6 Responses to Friday Conversations With My Psychiatrist

  1. thordora says:

    Crap, am I still depressed, which explains my worsening memory, or am I only now seeing the consequences of my depression? Erk-too much thought for a Sunday!

    I don’t much talk to my shrink-very concious of the eyes on the clock, which keeps me clammed up for the most part. Funny-last appointment my levels were down (and I knew it-I could feel it) and she told me to STOP drinking so much water, that I was dliuting it. Can’t win for trying I swear.

    You’ve made so much progress. You’re really an inspiration dude.

  2. bromac says:

    Interesting stuff about the atrophy. I feel like I have a terrible memory and am quite interested in how depression has played a part in it.

    I get along very well with my therapist. He is eccentric, intuitive, and quite brilliant. I have been seeing him for four years and, like your early visits, I didn’t get to start treating the actual disease until I got on the mood stabilizer. Prior to that it was just trying to get through the day.

    FYI-Started work on a blog. It’s up, but there isn’t anything but the “about” done. I did a “history” post but it is very long and I need to break it into parts before I post it. It’s on wordpress and called Swirly Aura… if you’re interested.

  3. bromac says:

    Now, Gabriel, have you seen this on Seroquel? Could it actually be the cause of your diabetes? I copied this from Furious Seasons and it is a statement that was used in pre-trial for a lawsuit against AstraZeneca.

    “AstraZeneca Global Safety Officer Wayne Geller concluded there was ‘reasonable evidence to suggest Seroquel therapy can cause’ diabetes and related conditions, according to documents presented yesterday in federal court in Tampa, Florida. Geller drew his conclusions following a review of available studies and internal trials, according to the documents

  4. Gabriel... says:

    G’day Thor… I’ll agree with the “progress” part, but the “inspiration” part kind of makes me feel the way I felt the first time I drove into a sharp corner not knowing if the wheels would stay gripped to the road.

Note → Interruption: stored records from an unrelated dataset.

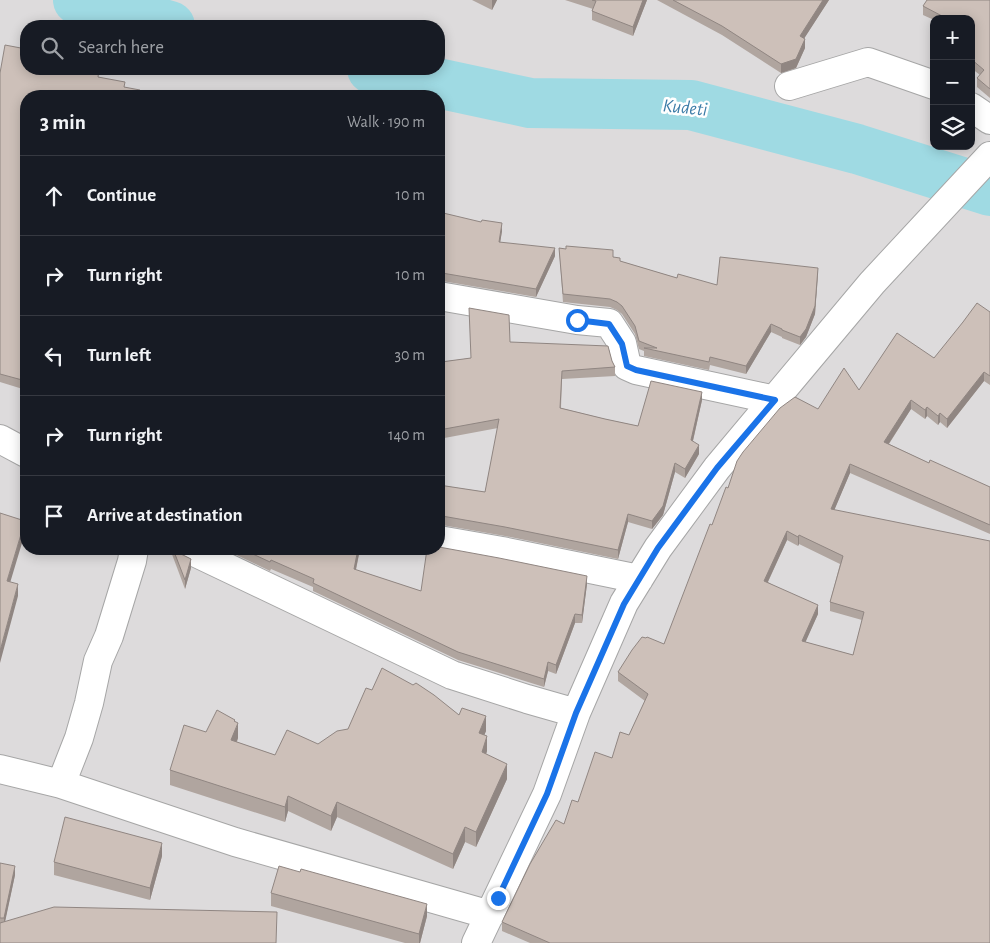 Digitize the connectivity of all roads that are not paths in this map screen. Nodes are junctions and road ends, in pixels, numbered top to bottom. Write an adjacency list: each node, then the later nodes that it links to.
1 (930, 84): 2 (street)
2 (789, 86)
3 (975, 110): 4 (street)
4 (990, 120)
5 (990, 156): 7 (street)
6 (445, 297): 7 (street)
7 (775, 400): 13 (street)
8 (0, 439): 9 (street)
9 (20, 450)
10 (445, 541): 13 (street)
11 (133, 555): 16 (street)
12 (201, 555): 14 (street)
13 (639, 579): 14 (street)
14 (576, 713): 17 (street)
15 (0, 769): 16 (street)
16 (61, 784): 17 (street)
17 (490, 915): 18 (street)
18 (476, 943) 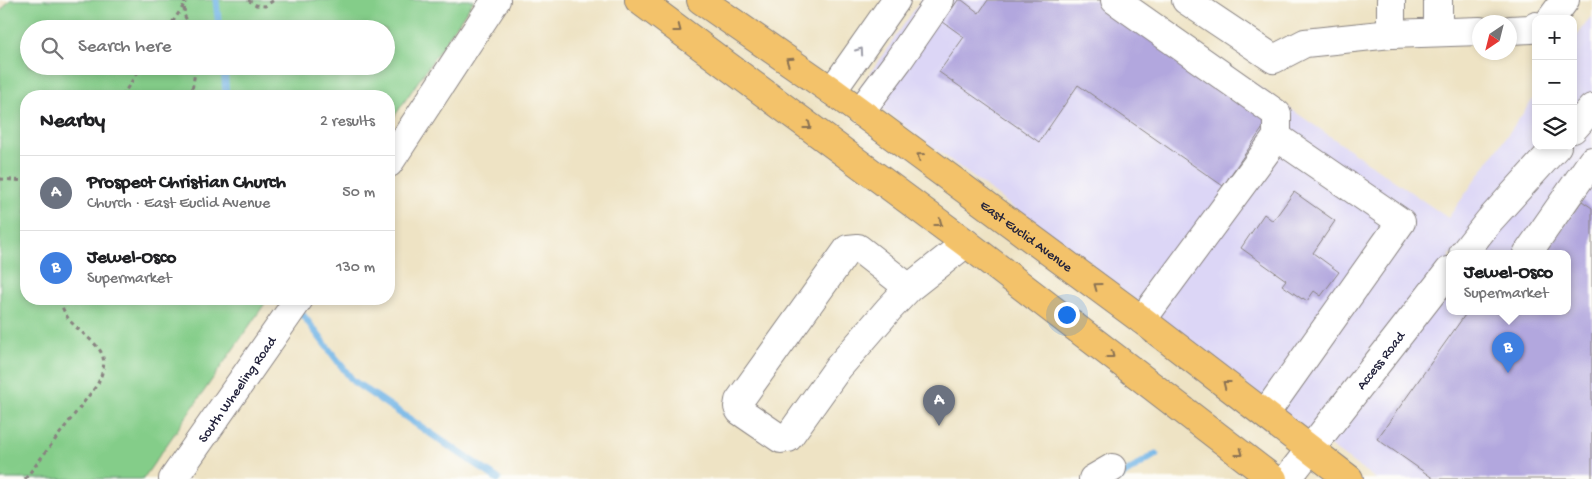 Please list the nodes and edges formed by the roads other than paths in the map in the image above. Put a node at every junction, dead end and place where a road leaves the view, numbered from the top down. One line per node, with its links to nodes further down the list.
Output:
1 (496, 0): 25 (street)
2 (639, 0): 27 (main road, one-way to 27)
3 (701, 0): 17 (main road, East Euclid Avenue, one-way to 3)
4 (896, 0): 17 (street, one-way to 4)
5 (940, 0): 19 (street)
6 (1115, 0): 21 (street)
7 (1186, 0): 16 (street)
8 (1391, 0): 16 (street)
9 (1438, 0): 15 (street)
10 (1565, 0): 11 (street)
11 (1554, 15)
12 (1532, 28): 13 (street)
13 (1517, 29)
14 (1472, 31): 15 (street)
15 (1438, 32): 16 (street)
16 (1391, 34)
17 (832, 91): 19 (main road, East Euclid Avenue)
18 (1592, 108): 20 (street)
19 (860, 112): 33 (main road, East Euclid Avenue, one-way to 19)
20 (1577, 124)
21 (1277, 137): 33 (street); 34 (street)
22 (1577, 141): 24 (street)
23 (1553, 150): 28 (street)
24 (1592, 152)
25 (395, 154)
26 (1592, 160): 29 (street)
27 (966, 243): 31 (street); 37 (main road, one-way to 37)
28 (1465, 250)
29 (1530, 250)
30 (1446, 275): 35 (street, Access Road)
31 (908, 288): 31 (street)
32 (295, 305): 36 (street, South Wheeling Road)
33 (1142, 320): 34 (main road, East Euclid Avenue, one-way to 33)
34 (1265, 414): 35 (main road, East Euclid Avenue)
35 (1311, 449): 38 (street, Access Road); 39 (main road, East Euclid Avenue)
36 (173, 479)
37 (1273, 479)
38 (1287, 479)
39 (1349, 479)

    In my experiences with Shrinks they’d like to talk about the “life stuff” but not if you’re hesitant to get into it… the next time you’re in their office, and there’s something you’d like to talk about, give it a shot.

    Hi bromac… I’ve seen Furious Seasons posts about Seroquel, he does some good work on his site. But my symptoms predate my use of Seroquel, and stopping my use of Seroquel did nothing to reduce my blood sugar levels. One of the side effects of taking Seroquel is diabetes. Just as one of the side effects of taking Lithium is kidney damage. But the chances of either side effect happening is in the slim to none range.

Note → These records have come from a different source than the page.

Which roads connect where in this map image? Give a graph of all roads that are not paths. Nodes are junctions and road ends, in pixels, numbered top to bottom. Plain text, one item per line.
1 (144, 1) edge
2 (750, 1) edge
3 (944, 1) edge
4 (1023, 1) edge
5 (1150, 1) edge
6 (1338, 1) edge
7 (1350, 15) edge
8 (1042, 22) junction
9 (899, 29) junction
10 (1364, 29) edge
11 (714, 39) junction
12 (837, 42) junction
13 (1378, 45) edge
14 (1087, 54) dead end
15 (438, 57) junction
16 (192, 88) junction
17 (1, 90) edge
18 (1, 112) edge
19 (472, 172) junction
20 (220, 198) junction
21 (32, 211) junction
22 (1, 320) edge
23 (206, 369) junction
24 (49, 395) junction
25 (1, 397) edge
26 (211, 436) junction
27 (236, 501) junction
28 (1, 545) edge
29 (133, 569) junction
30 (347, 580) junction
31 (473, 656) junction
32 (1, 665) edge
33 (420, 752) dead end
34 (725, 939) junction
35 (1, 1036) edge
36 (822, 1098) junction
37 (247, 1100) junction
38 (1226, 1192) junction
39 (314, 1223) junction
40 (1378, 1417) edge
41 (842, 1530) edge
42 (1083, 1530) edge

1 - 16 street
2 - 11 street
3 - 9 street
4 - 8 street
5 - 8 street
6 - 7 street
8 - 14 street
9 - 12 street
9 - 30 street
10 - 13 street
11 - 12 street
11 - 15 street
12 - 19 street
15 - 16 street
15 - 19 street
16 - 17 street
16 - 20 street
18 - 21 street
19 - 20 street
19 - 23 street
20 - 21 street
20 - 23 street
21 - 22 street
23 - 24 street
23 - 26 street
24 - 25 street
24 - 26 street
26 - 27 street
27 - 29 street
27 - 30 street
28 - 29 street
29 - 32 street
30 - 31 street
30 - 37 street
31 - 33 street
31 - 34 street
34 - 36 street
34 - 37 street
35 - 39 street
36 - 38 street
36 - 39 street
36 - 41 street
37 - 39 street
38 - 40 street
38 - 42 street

    Just like politics it’s very important to understand the language of these kinds of announcements… “can cause” is not “will cause”. It’s not even “may cause”. Because of the potential range in numbers and percentages a statement like “can cause” is meaningless without the actual percentage and numbers afterwards.

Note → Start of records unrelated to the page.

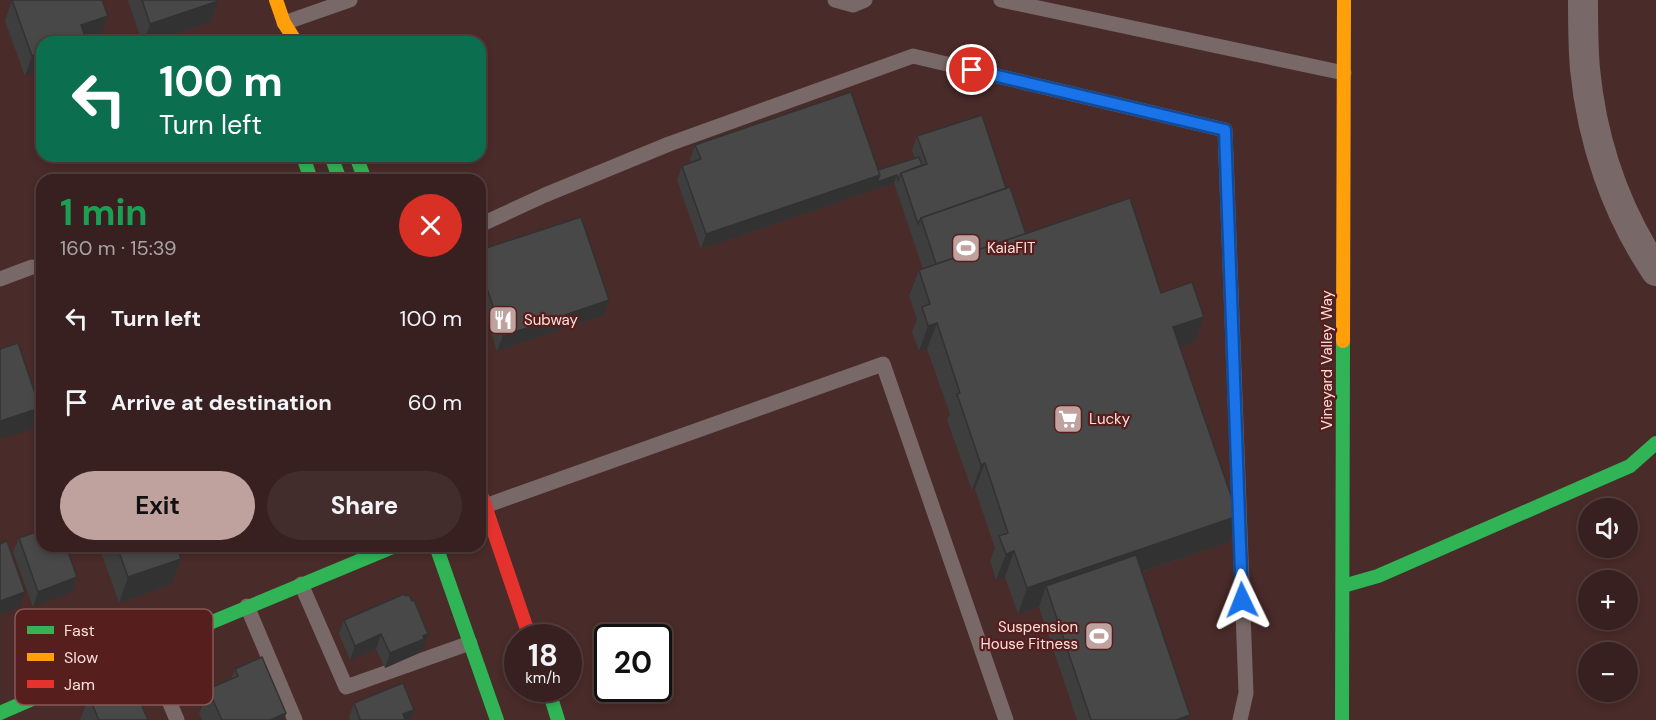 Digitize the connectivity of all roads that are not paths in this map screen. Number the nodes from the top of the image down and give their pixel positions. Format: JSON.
{"nodes":[{"id":1,"x":276,"y":0,"type":"edge"},
{"id":2,"x":350,"y":0,"type":"edge"},
{"id":3,"x":835,"y":0,"type":"edge"},
{"id":4,"x":865,"y":0,"type":"edge"},
{"id":5,"x":1001,"y":0,"type":"edge"},
{"id":6,"x":1344,"y":0,"type":"edge"},
{"id":7,"x":1584,"y":0,"type":"edge"},
{"id":8,"x":284,"y":23,"type":"junction"},
{"id":9,"x":285,"y":36,"type":"edge"},
{"id":10,"x":292,"y":36,"type":"edge"},
{"id":11,"x":1344,"y":73,"type":"junction"},
{"id":12,"x":486,"y":222,"type":"edge"},
{"id":13,"x":32,"y":267,"type":"dead end"},
{"id":14,"x":1656,"y":271,"type":"edge"},
{"id":15,"x":0,"y":279,"type":"edge"},
{"id":16,"x":1656,"y":443,"type":"edge"},
{"id":17,"x":486,"y":504,"type":"edge"},
{"id":18,"x":486,"y":513,"type":"edge"},
{"id":19,"x":380,"y":552,"type":"edge"},
{"id":20,"x":438,"y":552,"type":"edge"},
{"id":21,"x":301,"y":584,"type":"junction"},
{"id":22,"x":1343,"y":586,"type":"junction"},
{"id":23,"x":248,"y":606,"type":"junction"},
{"id":24,"x":213,"y":621,"type":"edge"},
{"id":25,"x":525,"y":624,"type":"edge"},
{"id":26,"x":470,"y":643,"type":"junction"},
{"id":27,"x":552,"y":702,"type":"edge"},
{"id":28,"x":18,"y":705,"type":"edge"},
{"id":29,"x":171,"y":705,"type":"edge"},
{"id":30,"x":0,"y":713,"type":"edge"},
{"id":31,"x":177,"y":720,"type":"edge"},
{"id":32,"x":295,"y":720,"type":"edge"},
{"id":33,"x":497,"y":720,"type":"edge"},
{"id":34,"x":558,"y":720,"type":"edge"},
{"id":35,"x":1006,"y":720,"type":"edge"},
{"id":36,"x":1240,"y":720,"type":"edge"},
{"id":37,"x":1342,"y":720,"type":"edge"}],
"edges":[{"from":1,"to":8,"type":"street"},
{"from":2,"to":8,"type":"lane"},
{"from":3,"to":4,"type":"lane"},
{"from":5,"to":11,"type":"lane"},
{"from":6,"to":11,"type":"street","name":"Vineyard Valley Way"},
{"from":7,"to":14,"type":"street"},
{"from":8,"to":9,"type":"street"},
{"from":8,"to":10,"type":"street"},
{"from":11,"to":22,"type":"street","name":"Vineyard Valley Way"},
{"from":12,"to":36,"type":"lane"},
{"from":13,"to":15,"type":"lane"},
{"from":16,"to":22,"type":"street"},
{"from":17,"to":35,"type":"lane"},
{"from":18,"to":25,"type":"street"},
{"from":19,"to":21,"type":"street"},
{"from":20,"to":26,"type":"street"},
{"from":21,"to":23,"type":"street"},
{"from":21,"to":26,"type":"lane"},
{"from":22,"to":37,"type":"street","name":"Vineyard Valley Way"},
{"from":23,"to":24,"type":"street"},
{"from":23,"to":32,"type":"lane"},
{"from":26,"to":33,"type":"street"},
{"from":27,"to":34,"type":"street"},
{"from":28,"to":30,"type":"street"},
{"from":29,"to":31,"type":"lane"}]}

    While Lithium “can cause” kidney failure, and Seroquel “can cause” diabetes, compared to the number of people taking the drugs the amount of people getting those side effects are tiny… albeit still tragic.

    Can: improbable, not impossible — I “can” get to the moon, if I was strapped to a rocket.
    May: unlikely, but possible — I “may” get to the moon, now that I’m strapped to the rocket.
    Will: probable, not guaranteed — I “will” get to the moon, since the rocket is firing up.

    Congratulations on getting the blog started, I think you’ll be great at it and I’m looking forward to seeing your avatar. When you’re ready please email me the address. If you need any help with the WordPress stuff don’t hesitate to ask…

  5. jennyspeaks says:

    you’re really brave. soldier on.

  6. exactscience says:

    My psychiatrist deals with the drugs and drugs only. So there is fifteen minutes to discuss how my mood, sleep, concentration and memory are doing. Occasionally I can drop in the “I know I am feeling better because I am writing” type thing. But basically mood, sleep, concentration and memory.

    I do like the idea that the disease is making me more stupid. Mainly because it means there is hope that I can be smart again.